Optimized AAV capsids for diseases of the basal ganglia show robust potency and distribution in adult nonhuman primates

Abstract

AbstractHuntington’s disease and other disorders of the basal ganglia create challenges for biomolecule-based medicines given the poor accessibility of these deep brain structures following intracerebral or intravascular delivery. Additionally, for adeno-associated viruses (AAVs) intravascular delivery exposes peripheral tissues to the vast majority of the therapy, increasing the risk of immune responses and the quantity and associated cost of goods required for therapeutically relevant brain penetration levels.
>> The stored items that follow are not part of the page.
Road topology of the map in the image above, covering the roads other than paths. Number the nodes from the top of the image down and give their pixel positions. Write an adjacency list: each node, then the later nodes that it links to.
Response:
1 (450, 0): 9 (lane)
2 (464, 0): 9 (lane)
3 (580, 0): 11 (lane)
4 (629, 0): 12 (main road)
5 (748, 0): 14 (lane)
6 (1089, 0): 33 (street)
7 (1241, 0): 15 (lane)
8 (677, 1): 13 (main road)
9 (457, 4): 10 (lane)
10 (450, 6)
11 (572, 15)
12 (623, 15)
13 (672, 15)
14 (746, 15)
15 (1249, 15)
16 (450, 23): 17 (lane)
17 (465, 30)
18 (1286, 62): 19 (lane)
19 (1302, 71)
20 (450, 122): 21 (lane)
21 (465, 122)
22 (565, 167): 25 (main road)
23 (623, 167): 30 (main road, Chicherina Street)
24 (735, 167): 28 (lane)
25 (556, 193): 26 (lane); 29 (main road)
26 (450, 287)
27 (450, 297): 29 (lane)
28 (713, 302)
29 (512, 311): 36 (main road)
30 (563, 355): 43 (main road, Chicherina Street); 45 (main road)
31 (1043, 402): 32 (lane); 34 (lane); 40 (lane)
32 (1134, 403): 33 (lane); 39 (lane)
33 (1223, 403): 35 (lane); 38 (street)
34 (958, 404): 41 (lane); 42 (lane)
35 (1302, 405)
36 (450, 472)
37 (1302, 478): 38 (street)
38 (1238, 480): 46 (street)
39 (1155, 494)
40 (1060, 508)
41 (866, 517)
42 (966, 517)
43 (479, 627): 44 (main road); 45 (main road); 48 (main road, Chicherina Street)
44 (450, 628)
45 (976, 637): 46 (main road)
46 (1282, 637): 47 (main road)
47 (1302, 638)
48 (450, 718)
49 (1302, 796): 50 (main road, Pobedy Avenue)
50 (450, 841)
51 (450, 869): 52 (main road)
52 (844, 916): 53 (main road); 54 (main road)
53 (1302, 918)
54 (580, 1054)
Here, we found that low dose, low volume delivery of unbiased AAV libraries into a focused brain region allowed recovery of novel capsids capable of broad access to key deep brain and cortical structures relevant for human therapies at doses orders of magnitude lower than used in current clinical trials. One such capsid, AAV-DB-3, provided transduction of up to 45% of medium spiny neurons in the adult NHP striatum, along with substantial transduction of relevant deep layer neurons in the cortex. Notably, AAV-DB-3 behaved similarly in mice as in NHPs and also potently transduced human neurons derived from induced pluripotent stem cells. Thus, AAV-DB-3 provides a unique AAV for network level brain gene therapies that translates up and down the evolutionary scale for preclinical studies and eventual clinical use.